Posted by feww on April 24, 2009
National Science Foundation: Press Release 09-081
Study identifies significant contributions of fire to climate change and identifies feedbacks between fire and climate change
April 23, 2009
Fire must be accounted for as an integral part of climate change, according to 22 authors of an article published in the April 24 issue of the journal Science. The authors determined that intentional deforestation fires alone contribute up to one-fifth of the human-caused increase in emissions of carbon dioxide, a heat-trapping gas that increases global temperature.
California Fires (June 2008)
A heat wave and windy weather plagued firefighters in California in mid-June 2008 as they worked to contain hundreds of fires across the state. Many of the fires were triggered by lightning on Friday, June 20. This natural-color image from the Moderate Resolution Imaging Spectroradiometer (MODIS) on NASA’s Aqua satellite on Monday, June 23, shows places where the sensor detected actively burning fires (red outlines). Fires appear most numerous in Northern California. The Northern region of California has experienced record low levels of rainfall this spring, leaving dry vegetation in the area. This in conjunction with windy weather has made firefighting efforts difficult. Image and Caption: MODIS Web.
Fires in Texas and Oklahoma (April 2009)
Severe weather in the second week of April 2009 fanned wildfires in northern Texas and southern Oklahoma. This image of the area was captured on April 9, 2009, by the Moderate Resolution Imaging Spectroradiometer (MODIS) on NASA’s Aqua satellite. Places where the sensor detected active fires are outlined in red. A line of fires stretched across the plains west of Dallas-Forth Worth, and strong winds were driving smoke plumes from the fires toward the cities. Several people died, and hundreds of homes were destroyed according to the Texas Forest Service. NASA image courtesy the MODIS Rapid Response [sic] Team. Caption by Rebecca Lindsey.
The work is the culmination of a meeting supported by the Kavli Institute for Theoretical Physics (KITP) and the National Center for Ecological Analysis and Synthesis (NCEAS), both based at the University of California, Santa Barbara and funded by the National Science Foundation (NSF).
The authors call on the Intergovernmental Panel on Climate Change (IPCC) to fully integrate fire into their assessments of global climate change, and consider fire-climate feedbacks, which have been largely absent in global models.
The article ties together various threads of knowledge about fire, which have, until now, remained isolated in disparate fields including ecology, global modeling, physics, anthropology and climatology.
Increasing numbers of wildfires are influencing climate as well, the authors report. “The tragic fires in Victoria, Australia, emphasize the ubiquity of recent large wildfires and potentially changing fire regimes that are concomitant with anthropogenic climate change,” said David Bowman of the University of Tasmania. “Our review is both timely and of great relevance globally.”

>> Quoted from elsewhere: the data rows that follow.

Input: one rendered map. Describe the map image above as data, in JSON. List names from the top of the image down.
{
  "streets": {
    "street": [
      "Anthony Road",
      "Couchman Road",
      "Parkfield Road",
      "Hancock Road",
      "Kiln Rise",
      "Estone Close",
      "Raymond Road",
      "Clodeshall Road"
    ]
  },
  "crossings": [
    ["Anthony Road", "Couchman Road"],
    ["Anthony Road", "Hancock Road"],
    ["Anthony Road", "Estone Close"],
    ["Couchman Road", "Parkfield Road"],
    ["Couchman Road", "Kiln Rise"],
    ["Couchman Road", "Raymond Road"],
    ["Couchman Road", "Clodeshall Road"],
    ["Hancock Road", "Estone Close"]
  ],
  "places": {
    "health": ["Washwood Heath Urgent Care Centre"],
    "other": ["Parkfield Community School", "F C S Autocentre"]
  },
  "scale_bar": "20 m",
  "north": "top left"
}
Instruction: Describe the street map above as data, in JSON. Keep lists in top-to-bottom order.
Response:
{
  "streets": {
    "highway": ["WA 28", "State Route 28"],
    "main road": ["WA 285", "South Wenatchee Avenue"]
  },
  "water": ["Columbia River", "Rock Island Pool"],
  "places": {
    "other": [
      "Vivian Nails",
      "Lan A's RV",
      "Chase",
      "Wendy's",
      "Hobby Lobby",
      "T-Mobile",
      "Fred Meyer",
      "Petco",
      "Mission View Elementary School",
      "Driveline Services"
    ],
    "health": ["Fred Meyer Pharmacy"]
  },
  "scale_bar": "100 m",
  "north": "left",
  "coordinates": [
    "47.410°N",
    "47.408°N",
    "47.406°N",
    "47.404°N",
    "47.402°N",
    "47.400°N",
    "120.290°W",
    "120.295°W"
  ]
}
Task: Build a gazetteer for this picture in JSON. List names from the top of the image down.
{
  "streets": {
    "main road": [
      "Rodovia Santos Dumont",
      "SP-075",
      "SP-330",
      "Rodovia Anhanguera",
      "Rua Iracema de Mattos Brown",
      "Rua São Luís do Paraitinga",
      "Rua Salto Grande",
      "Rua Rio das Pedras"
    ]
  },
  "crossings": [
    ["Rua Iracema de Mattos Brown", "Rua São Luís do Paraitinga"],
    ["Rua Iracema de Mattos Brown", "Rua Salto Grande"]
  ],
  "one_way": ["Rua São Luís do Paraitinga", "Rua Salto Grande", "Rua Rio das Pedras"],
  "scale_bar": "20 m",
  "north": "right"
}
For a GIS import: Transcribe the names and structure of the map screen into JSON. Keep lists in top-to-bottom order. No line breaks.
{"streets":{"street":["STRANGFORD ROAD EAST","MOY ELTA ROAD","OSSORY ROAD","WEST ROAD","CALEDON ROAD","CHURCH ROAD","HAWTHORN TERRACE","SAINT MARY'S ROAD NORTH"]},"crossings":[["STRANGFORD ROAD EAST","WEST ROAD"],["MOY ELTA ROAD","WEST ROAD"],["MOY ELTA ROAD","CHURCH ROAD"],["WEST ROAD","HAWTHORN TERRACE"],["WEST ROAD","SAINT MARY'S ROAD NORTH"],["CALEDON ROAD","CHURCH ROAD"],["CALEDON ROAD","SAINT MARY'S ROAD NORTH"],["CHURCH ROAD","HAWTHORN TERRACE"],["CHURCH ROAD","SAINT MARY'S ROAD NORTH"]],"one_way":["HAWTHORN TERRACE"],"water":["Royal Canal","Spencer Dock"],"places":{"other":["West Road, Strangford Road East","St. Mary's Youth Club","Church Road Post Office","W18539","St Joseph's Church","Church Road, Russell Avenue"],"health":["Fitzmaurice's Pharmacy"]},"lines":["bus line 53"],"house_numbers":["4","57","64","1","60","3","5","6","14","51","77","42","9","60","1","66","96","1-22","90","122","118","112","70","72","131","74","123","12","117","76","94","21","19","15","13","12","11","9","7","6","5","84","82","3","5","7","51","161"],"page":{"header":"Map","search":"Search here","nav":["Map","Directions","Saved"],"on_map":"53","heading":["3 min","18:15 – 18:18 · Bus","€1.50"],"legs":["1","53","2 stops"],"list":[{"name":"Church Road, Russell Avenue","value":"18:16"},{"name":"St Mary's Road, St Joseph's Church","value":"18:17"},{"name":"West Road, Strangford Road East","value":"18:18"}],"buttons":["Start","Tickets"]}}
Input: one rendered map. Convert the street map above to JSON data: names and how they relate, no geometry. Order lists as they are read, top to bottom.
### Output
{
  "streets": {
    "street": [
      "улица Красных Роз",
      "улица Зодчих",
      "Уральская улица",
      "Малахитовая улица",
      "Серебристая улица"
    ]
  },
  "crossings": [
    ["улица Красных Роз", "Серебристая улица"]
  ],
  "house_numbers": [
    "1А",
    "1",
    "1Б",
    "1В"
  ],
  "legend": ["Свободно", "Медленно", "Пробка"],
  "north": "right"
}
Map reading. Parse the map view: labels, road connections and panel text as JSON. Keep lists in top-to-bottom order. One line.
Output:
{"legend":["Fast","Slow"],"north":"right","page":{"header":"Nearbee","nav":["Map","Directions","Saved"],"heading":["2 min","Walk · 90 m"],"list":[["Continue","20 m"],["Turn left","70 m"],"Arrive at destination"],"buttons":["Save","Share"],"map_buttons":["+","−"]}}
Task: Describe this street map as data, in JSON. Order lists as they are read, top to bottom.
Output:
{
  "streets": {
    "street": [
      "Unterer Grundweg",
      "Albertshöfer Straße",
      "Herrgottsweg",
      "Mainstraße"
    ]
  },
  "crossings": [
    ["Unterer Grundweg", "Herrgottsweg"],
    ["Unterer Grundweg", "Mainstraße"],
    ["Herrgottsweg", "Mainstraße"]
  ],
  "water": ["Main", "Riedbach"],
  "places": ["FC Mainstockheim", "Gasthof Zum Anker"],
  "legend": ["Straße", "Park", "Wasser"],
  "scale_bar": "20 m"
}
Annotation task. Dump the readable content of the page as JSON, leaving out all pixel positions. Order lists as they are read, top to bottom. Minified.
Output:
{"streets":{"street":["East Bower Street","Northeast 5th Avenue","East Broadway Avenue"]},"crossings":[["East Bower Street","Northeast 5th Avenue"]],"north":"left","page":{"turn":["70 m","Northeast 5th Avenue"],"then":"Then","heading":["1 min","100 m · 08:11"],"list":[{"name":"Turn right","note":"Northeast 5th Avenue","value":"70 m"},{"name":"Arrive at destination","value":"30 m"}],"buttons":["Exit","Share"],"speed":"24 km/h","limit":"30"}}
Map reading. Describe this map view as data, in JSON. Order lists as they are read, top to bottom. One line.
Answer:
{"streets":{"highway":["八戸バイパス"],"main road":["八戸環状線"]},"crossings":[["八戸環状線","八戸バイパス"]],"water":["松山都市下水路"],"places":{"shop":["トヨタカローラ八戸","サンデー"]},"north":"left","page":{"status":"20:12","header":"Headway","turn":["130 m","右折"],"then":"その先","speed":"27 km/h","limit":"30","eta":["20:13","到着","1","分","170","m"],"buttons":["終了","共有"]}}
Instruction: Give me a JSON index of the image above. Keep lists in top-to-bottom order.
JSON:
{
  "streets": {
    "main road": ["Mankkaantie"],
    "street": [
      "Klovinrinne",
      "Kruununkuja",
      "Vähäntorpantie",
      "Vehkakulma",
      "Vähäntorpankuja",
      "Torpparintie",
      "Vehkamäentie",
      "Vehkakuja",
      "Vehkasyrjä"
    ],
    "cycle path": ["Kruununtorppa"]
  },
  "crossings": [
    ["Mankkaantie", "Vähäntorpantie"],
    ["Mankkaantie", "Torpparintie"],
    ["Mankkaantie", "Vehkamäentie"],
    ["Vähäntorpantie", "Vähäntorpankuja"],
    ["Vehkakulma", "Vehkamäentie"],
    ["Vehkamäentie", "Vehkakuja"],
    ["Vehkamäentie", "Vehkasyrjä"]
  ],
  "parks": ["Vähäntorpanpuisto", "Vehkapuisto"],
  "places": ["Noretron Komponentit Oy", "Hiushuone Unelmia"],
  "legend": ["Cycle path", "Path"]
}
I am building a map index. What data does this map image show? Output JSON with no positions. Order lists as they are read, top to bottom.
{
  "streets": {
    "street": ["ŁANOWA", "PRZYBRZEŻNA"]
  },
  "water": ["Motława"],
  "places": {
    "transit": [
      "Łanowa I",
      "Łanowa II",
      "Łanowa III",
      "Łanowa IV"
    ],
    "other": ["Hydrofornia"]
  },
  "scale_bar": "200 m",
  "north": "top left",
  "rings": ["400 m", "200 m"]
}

Carbon dioxide is the most important and well-studied greenhouse gas that is emitted by burning plants. However, methane, aerosol particulates in smoke, and the changing reflectance of a charred landscape each contribute to changes in the atmosphere caused by fire. Consequences of large fires have huge economic, environmental, and health costs, report the authors.
The authors state, “Earth is intrinsically a flammable planet due to its cover of carbon-rich vegetation, seasonally dry climates, atmospheric oxygen, widespread lightning and volcano ignitions. Yet, despite the human species’ long-held appreciation of this flammability, the global scope of fire has been revealed only recently by satellite observations available beginning in the 1980s.”
They note, however, that satellites cannot adequately capture fire activity in ecosystems with very long fire intervals, or those with highly variable fire activity.
Jennifer Balch, a member of the research team and a postdoctoral fellow at NCEAS, explains that there are bigger and more frequent fires from the western U.S. to the tropics. There are “fires where we don’t normally see fires,” she said, noting that it is in the humid tropics that a lot of deforestation fires are occurring, usually to expand agriculture or cattle ranching. “Wet rainforests have not historically experienced fires at the frequency that they are today. During extreme droughts, such as in 97-98, Amazon wildfires burned through 39,000 square kilometers of forest.”
Balch explains the importance of the article: “This synthesis is a prerequisite for adaptation to the apparent recent intensification of fire feedbacks, which have been exacerbated by climate change, rapid land cover transformation, and exotic species introductions–that collectively challenge the integrity of entire biomes.”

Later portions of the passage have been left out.